**Exercise instructions:**
Would you please copy each line of the data in which the string "Oakland" occurs?

**Extracted records:**
'''

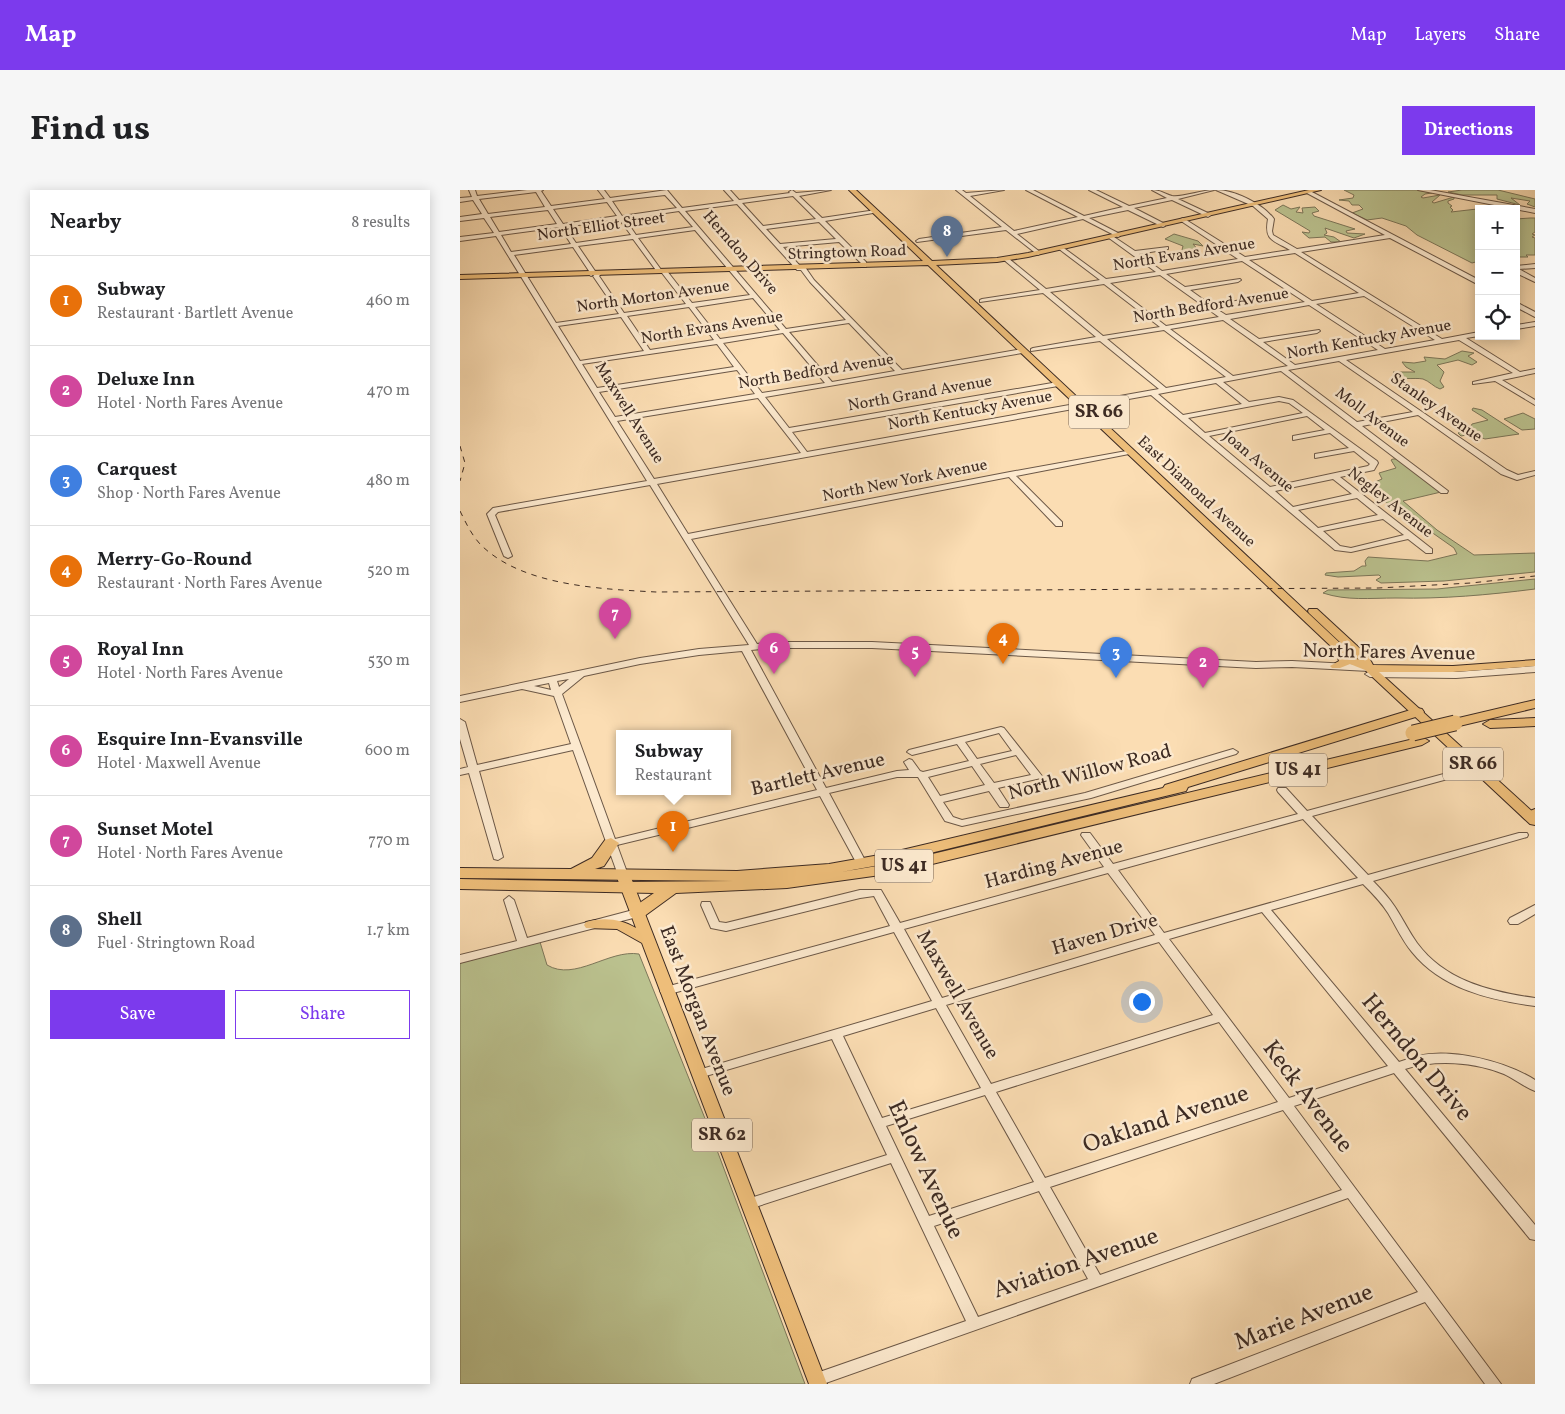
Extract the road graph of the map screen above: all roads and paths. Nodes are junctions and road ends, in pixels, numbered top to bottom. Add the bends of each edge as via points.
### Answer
1 (472, 190) edge
2 (538, 190) edge
3 (601, 190) edge
4 (727, 190) edge
5 (828, 190) edge
6 (852, 190) edge
7 (862, 190) edge
8 (959, 190) edge
9 (1001, 190) edge
10 (1029, 190) edge
11 (1092, 190) edge
12 (1155, 190) edge
13 (1211, 190) edge
14 (1219, 190) edge
15 (1318, 190) edge
16 (1421, 190) edge
17 (665, 191) edge
18 (792, 192) edge
19 (1308, 192) junction
20 (966, 195) junction
21 (474, 198) junction
22 (1172, 198) junction
23 (460, 200) edge
24 (608, 200) junction
25 (739, 202) junction
26 (1252, 205) junction
27 (549, 208) junction
28 (1129, 208) junction
29 (681, 210) junction
30 (1535, 211) edge
31 (876, 212) junction
32 (1208, 215) junction
33 (486, 216) junction
34 (621, 218) junction
35 (1084, 218) junction
36 (460, 219) edge
37 (820, 220) junction
38 (1183, 220) junction
39 (1163, 225) junction
40 (561, 226) junction
41 (697, 228) junction
42 (762, 228) junction
43 (1007, 228) junction
44 (1013, 233) junction
45 (497, 234) junction
46 (1114, 236) junction
47 (1391, 236) junction
48 (635, 237) junction
49 (460, 239) edge
50 (840, 240) junction
51 (919, 242) junction
52 (574, 245) junction
53 (780, 246) junction
54 (1061, 248) junction
55 (1166, 248) dead end
56 (1295, 251) junction
57 (1038, 253) junction
58 (1135, 253) junction
59 (509, 254) junction
60 (1006, 259) junction
61 (1242, 259) junction
62 (942, 263) junction
63 (932, 264) junction
64 (864, 266) junction
65 (1535, 266) edge
66 (801, 268) junction
67 (1520, 268) edge
68 (733, 270) junction
69 (1520, 271) edge
70 (663, 272) junction
71 (1162, 272) junction
72 (595, 273) junction
73 (523, 275) junction
74 (1475, 275) edge
75 (1466, 277) junction
76 (460, 278) edge
77 (1238, 280) dead end
78 (1535, 280) edge
79 (1475, 281) edge
80 (1105, 282) junction
81 (1184, 289) junction
82 (1044, 291) junction
83 (1364, 294) junction
84 (755, 296) junction
85 (1260, 299) dead end
86 (982, 301) junction
87 (1310, 303) junction
88 (691, 305) junction
89 (1520, 306) edge
90 (1210, 307) junction
91 (623, 315) junction
92 (1535, 315) edge
93 (1224, 317) junction
94 (850, 321) junction
95 (1535, 324) edge
96 (555, 325) junction
97 (1520, 326) edge
98 (1164, 327) junction
99 (785, 331) junction
100 (1317, 331) dead end
101 (1475, 335) edge
102 (1101, 338) junction
103 (1459, 338) junction
104 (719, 341) junction
105 (1258, 341) junction
106 (1441, 341) junction
107 (1033, 350) junction
108 (1022, 351) junction
109 (1384, 351) junction
110 (648, 352) junction
111 (1341, 359) junction
112 (578, 363) junction
113 (1294, 367) junction
114 (739, 368) junction
115 (1282, 369) junction
116 (1535, 371) edge
117 (900, 372) junction
118 (1519, 374) junction
119 (1232, 378) junction
120 (1496, 379) junction
121 (1217, 381) junction
122 (1475, 382) dead end
123 (830, 384) junction
124 (1058, 384) junction
125 (596, 390) junction
126 (1165, 391) junction
127 (1153, 393) junction
128 (759, 395) junction
129 (1535, 403) edge
130 (1086, 405) junction
131 (1248, 405) junction
132 (1419, 412) junction
133 (1309, 414) junction
134 (1183, 417) junction
135 (614, 419) junction
136 (1358, 424) junction
137 (787, 431) junction
138 (1332, 431) junction
139 (1204, 435) junction
140 (1296, 438) dead end
141 (1354, 448) junction
142 (1129, 452) junction
143 (805, 454) junction
144 (1318, 456) dead end
145 (1535, 473) edge
146 (1010, 474) junction
147 (1334, 476) junction
148 (653, 482) junction
149 (1270, 490) junction
150 (1444, 491) dead end
151 (1358, 495) junction
152 (1293, 509) junction
153 (1384, 516) junction
154 (1059, 524) dead end
155 (1318, 530) junction
156 (1410, 536) junction
157 (687, 537) junction
158 (1429, 551) dead end
159 (508, 556) dead end
160 (750, 647) junction
161 (1341, 650) junction
162 (1535, 663) edge
163 (1272, 666) junction
164 (1336, 666) junction
165 (1535, 669) edge
166 (591, 671) junction
167 (1372, 671) junction
168 (552, 679) junction
169 (516, 687) junction
170 (558, 694) junction
171 (460, 699) edge
172 (1535, 704) edge
173 (1417, 712) junction
174 (1535, 712) edge
175 (460, 722) edge
176 (1535, 722) edge
177 (1490, 724) junction
178 (1459, 727) junction
179 (1418, 737) junction
180 (959, 740) junction
181 (576, 746) junction
182 (1018, 752) junction
183 (1233, 752) dead end
184 (974, 763) junction
185 (473, 769) junction
186 (460, 772) edge
187 (919, 774) junction
188 (1451, 775) dead end
189 (992, 788) junction
190 (1282, 790) dead end
191 (823, 792) junction
192 (937, 800) junction
193 (1004, 804) dead end
194 (1113, 804) junction
195 (1306, 816) junction
196 (1533, 817) edge
197 (1086, 835) dead end
198 (1523, 835) dead end
199 (611, 843) junction
200 (498, 857) dead end
201 (862, 864) junction
202 (1111, 869) junction
203 (460, 873) edge
204 (568, 874) junction
205 (1364, 879) junction
206 (625, 881) junction
207 (460, 884) edge
208 (672, 887) junction
209 (509, 900) dead end
210 (706, 905) dead end
211 (1264, 908) junction
212 (1535, 909) edge
213 (637, 913) junction
214 (1514, 921) dead end
215 (591, 925) junction
216 (897, 928) junction
217 (1162, 937) junction
218 (647, 940) junction
219 (523, 943) junction
220 (460, 959) edge
221 (666, 991) junction
222 (1535, 1002) edge
223 (941, 1003) junction
224 (1221, 1018) junction
225 (836, 1034) junction
226 (1395, 1066) junction
227 (699, 1074) junction
228 (1535, 1086) edge
229 (990, 1090) junction
230 (1286, 1104) junction
231 (879, 1124) junction
232 (895, 1157) junction
233 (1043, 1184) junction
234 (1351, 1192) junction
235 (749, 1204) junction
236 (926, 1223) junction
237 (1535, 1235) edge
238 (1096, 1281) junction
239 (1428, 1295) junction
240 (974, 1324) junction
241 (817, 1382) edge
242 (1197, 1384) edge
243 (1494, 1384) edge

1 - 21 street, Maxwell Avenue
2 - 21 street
2 - 27 street
3 - 24 street
4 - 25 street
5 - 18 street
6 - 31 main road, East Diamond Avenue / SR 66
7 - 51 main road, East Diamond Avenue / SR 66
8 - 20 street
9 - 20 street
10 - 35 street
11 - 28 street
12 - 22 street
13 - 22 street
14 - 26 street
15 - 19 main road, Stringtown Road
16 - 30 street
17 - 24 street
17 - 29 street, Herndon Drive
18 - 25 street
18 - 37 street
19 - 26 main road, Stringtown Road
19 - 47 street
20 - 43 street
21 - 23 street
21 - 33 street, Maxwell Avenue
22 - 28 street
22 - 32 street
24 - 27 street
24 - 34 street
25 - 29 street
25 - 42 street
26 - 32 main road, Stringtown Road
26 - 56 street via 1270,218 1271,236
27 - 33 street
27 - 40 street
28 - 35 street
28 - 39 street
29 - 34 street
29 - 41 street, Herndon Drive
31 - 37 street
31 - 63 main road, East Diamond Avenue / SR 66
32 - 38 main road, Stringtown Road
33 - 36 street
33 - 45 street, Maxwell Avenue
34 - 40 street
34 - 48 street
35 - 44 street
35 - 46 street
37 - 42 street
37 - 50 street
38 - 39 main road, Stringtown Road
38 - 61 street
39 - 46 main road, Stringtown Road
40 - 45 street
40 - 52 street
41 - 48 street, North Elliot Street
41 - 68 street, Herndon Drive
42 - 53 street
43 - 44 street
43 - 51 street
44 - 57 street
45 - 49 street
45 - 59 street, Maxwell Avenue
46 - 54 main road, Stringtown Road
46 - 58 street
47 - 56 street, North Evans Avenue
47 - 75 street
48 - 52 street, North Elliot Street
48 - 70 street
50 - 53 street
50 - 64 street
51 - 62 main road, East Diamond Avenue / SR 66
52 - 59 street, North Elliot Street
52 - 72 street
53 - 66 street
54 - 57 main road, Stringtown Road
54 - 80 street
55 - 58 street
56 - 61 street, North Evans Avenue
56 - 83 street
57 - 60 main road, Stringtown Road
58 - 71 street
59 - 73 street, Maxwell Avenue
60 - 62 main road, Stringtown Road
60 - 82 street
61 - 71 street, North Evans Avenue
61 - 87 street
62 - 63 main road, Stringtown Road
62 - 86 main road, East Diamond Avenue / SR 66
63 - 64 main road, Stringtown Road
63 - 108 main road, East Diamond Avenue / SR 66
64 - 66 main road, Stringtown Road
65 - 67 street
66 - 68 main road, Stringtown Road
66 - 94 street
68 - 70 main road, Stringtown Road
68 - 84 street, Herndon Drive
69 - 78 street
70 - 72 main road, Stringtown Road
70 - 88 street
71 - 80 street, North Evans Avenue
71 - 81 street
72 - 73 main road, Stringtown Road
72 - 91 street
73 - 76 main road, Stringtown Road
73 - 96 street, Maxwell Avenue
74 - 75 street
75 - 79 street
77 - 81 street
80 - 82 street, North Evans Avenue
80 - 98 street
81 - 90 street
82 - 86 street, North Evans Avenue
82 - 102 street
83 - 87 street, North Bedford Avenue
83 - 106 street
84 - 88 street, North Morton Avenue
84 - 99 street, Herndon Drive
85 - 90 street
86 - 107 main road, East Diamond Avenue / SR 66
87 - 93 street, North Bedford Avenue
87 - 109 street
88 - 91 street, North Morton Avenue
88 - 104 street
89 - 92 street
90 - 93 street
91 - 96 street, North Morton Avenue
91 - 110 street
93 - 98 street, North Bedford Avenue
93 - 105 street
94 - 99 street, North Evans Avenue
94 - 117 street
95 - 97 street
96 - 112 street, Maxwell Avenue
98 - 102 street, North Bedford Avenue
98 - 119 street
99 - 104 street, North Evans Avenue
99 - 123 street, Herndon Drive
100 - 105 street
101 - 103 street, North Kentucky Avenue
102 - 107 street, North Bedford Avenue
102 - 126 street
103 - 106 street, North Kentucky Avenue
103 - 118 street
104 - 110 street, North Evans Avenue
104 - 114 street
105 - 113 street
106 - 109 street, North Kentucky Avenue
107 - 130 main road, East Diamond Avenue / SR 66
108 - 117 street, North Bedford Avenue
108 - 124 main road, East Diamond Avenue / SR 66
109 - 111 street, North Kentucky Avenue
110 - 112 street, North Evans Avenue
111 - 113 street, North Kentucky Avenue
111 - 132 street, Stanley Avenue
112 - 125 street, Maxwell Avenue
113 - 115 street, North Kentucky Avenue
114 - 125 street
114 - 128 street
115 - 119 street, North Kentucky Avenue
115 - 136 street, Moll Avenue
116 - 118 street
117 - 123 street, North Bedford Avenue
118 - 120 street
119 - 121 street, North Kentucky Avenue
120 - 122 street
120 - 129 street
121 - 126 street, North Kentucky Avenue
121 - 131 street
123 - 128 street, North Bedford Avenue
124 - 130 main road, East Diamond Avenue / SR 66
124 - 137 street, North Grand Avenue
125 - 135 street, Maxwell Avenue
126 - 127 street, North Kentucky Avenue
127 - 130 street, North Kentucky Avenue
127 - 134 street, Joan Avenue
128 - 135 street, North Bedford Avenue
128 - 137 street
130 - 142 main road, East Diamond Avenue / SR 66
130 - 143 street, North Kentucky Avenue
130 - 167 main road, East Diamond Avenue / SR 66 via 1364,658
131 - 133 street, Negley Avenue via 1279,399 1292,402
131 - 134 street
132 - 136 street
132 - 145 street, Stanley Avenue via 1504,472 1517,478
133 - 138 street, Negley Avenue
133 - 139 street
134 - 139 street, Joan Avenue
135 - 148 street, Maxwell Avenue
136 - 150 street, Moll Avenue
137 - 143 street
138 - 140 street
138 - 141 street, Negley Avenue
139 - 149 street, Joan Avenue
141 - 144 street
141 - 147 street, Negley Avenue via 1374,463 1371,468
142 - 146 street, North New York Avenue
142 - 161 main road, East Diamond Avenue / SR 66
143 - 148 street, North Kentucky Avenue
146 - 154 street
146 - 157 street, North New York Avenue
147 - 149 street
147 - 151 street, Negley Avenue
148 - 157 street, Maxwell Avenue
148 - 159 street, North Kentucky Avenue via 496,510 492,514
149 - 152 street, Joan Avenue
151 - 152 street
151 - 153 street, Negley Avenue
152 - 155 street, Joan Avenue
153 - 155 street
153 - 156 street, Negley Avenue
155 - 156 street, Joan Avenue via 1338,548 1345,550
156 - 158 street, Negley Avenue
157 - 160 street, Maxwell Avenue
160 - 163 street, North Fares Avenue via 872,644
160 - 166 street, North Fares Avenue via 669,656
160 - 191 street, Maxwell Avenue
161 - 164 main road via 1345,662
161 - 167 main road, East Diamond Avenue / SR 66 via 1353,662
162 - 167 main road, North Fares Avenue
163 - 164 street, North Fares Avenue
163 - 167 street, North Fares Avenue via 1293,670
164 - 167 street, North Fares Avenue
165 - 167 street, North Fares Avenue via 1456,676
166 - 168 street, North Fares Avenue
166 - 170 street via 570,682
167 - 173 main road, East Diamond Avenue / SR 66
168 - 169 street, North Fares Avenue
168 - 170 street, East Morgan Avenue
169 - 170 street
169 - 171 street, North Fares Avenue
170 - 181 street, East Morgan Avenue
172 - 178 highway, US 41
173 - 194 highway
173 - 196 main road, East Diamond Avenue / SR 66
174 - 177 highway, US 41
175 - 185 street
176 - 177 highway, SR 66
177 - 178 highway, US 41
178 - 179 highway, US 41
179 - 194 highway, US 41
179 - 208 highway, US 41 via 888,870 792,884
180 - 182 street via 1002,730
180 - 184 street
180 - 187 street via 910,757
181 - 185 street
181 - 199 street, East Morgan Avenue
182 - 184 street, Bartlett Avenue
182 - 189 street via 1037,776
183 - 192 street, North Willow Road via 1083,797 976,820 955,822 949,819
184 - 187 street, Bartlett Avenue
184 - 189 street
185 - 186 street
185 - 200 street
187 - 191 street, Bartlett Avenue via 896,774
187 - 192 street
188 - 195 street, Harding Avenue
189 - 192 street
189 - 193 street
190 - 195 street
191 - 199 street, Bartlett Avenue
191 - 201 street, Maxwell Avenue
194 - 201 highway, US 41
195 - 202 street, Harding Avenue
195 - 205 street
197 - 202 street, Keck Avenue
198 - 205 street, Haven Drive
199 - 204 highway via 596,864
199 - 206 street, East Morgan Avenue
201 - 206 highway, US 41 via 759,875
202 - 216 street, Harding Avenue
202 - 217 street, Keck Avenue
203 - 204 highway, US 41
204 - 206 highway, US 41
205 - 211 street, Haven Drive
205 - 222 street via 1389,906 1415,949 1436,969 1474,990
206 - 207 highway, US 41
206 - 208 highway, US 41
206 - 213 main road, East Morgan Avenue / SR 62
208 - 213 highway
209 - 219 street
210 - 216 street, Maxwell Avenue via 715,925 726,927 877,892
211 - 217 street, Haven Drive
211 - 226 street, Herndon Drive
212 - 214 street
213 - 215 street
213 - 218 main road, East Morgan Avenue / SR 62
215 - 218 main road via 619,924
215 - 219 street
216 - 221 street, Harding Avenue
216 - 223 street, Maxwell Avenue
217 - 223 street, Haven Drive
217 - 224 street, Keck Avenue
218 - 221 main road, East Morgan Avenue / SR 62
219 - 220 street
221 - 227 main road, East Morgan Avenue / SR 62
223 - 225 street, Haven Drive
223 - 229 street, Maxwell Avenue
224 - 229 street
224 - 230 street, Keck Avenue
225 - 227 street, Haven Drive
225 - 231 street, Enlow Avenue
226 - 228 street, Oakland Avenue via 1435,1058 1461,1059 1496,1067
226 - 230 street, Oakland Avenue
226 - 237 street, Herndon Drive
227 - 235 main road, East Morgan Avenue / SR 62
229 - 231 street
229 - 233 street, Maxwell Avenue
230 - 233 street, Oakland Avenue
230 - 234 street, Keck Avenue
231 - 232 street, Enlow Avenue
232 - 235 street
232 - 236 street, Enlow Avenue
233 - 236 street, Oakland Avenue
233 - 238 street, Maxwell Avenue
234 - 238 street, Aviation Avenue
234 - 239 street, Keck Avenue
235 - 241 main road, East Morgan Avenue / SR 62
236 - 240 street, Enlow Avenue
238 - 240 street, Aviation Avenue
239 - 242 street, Marie Avenue
239 - 243 street, Keck Avenue
240 - 241 street, Aviation Avenue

'''

**Finished exercise:**
226 - 228 street, Oakland Avenue via 1435,1058 1461,1059 1496,1067
226 - 230 street, Oakland Avenue
230 - 233 street, Oakland Avenue
233 - 236 street, Oakland Avenue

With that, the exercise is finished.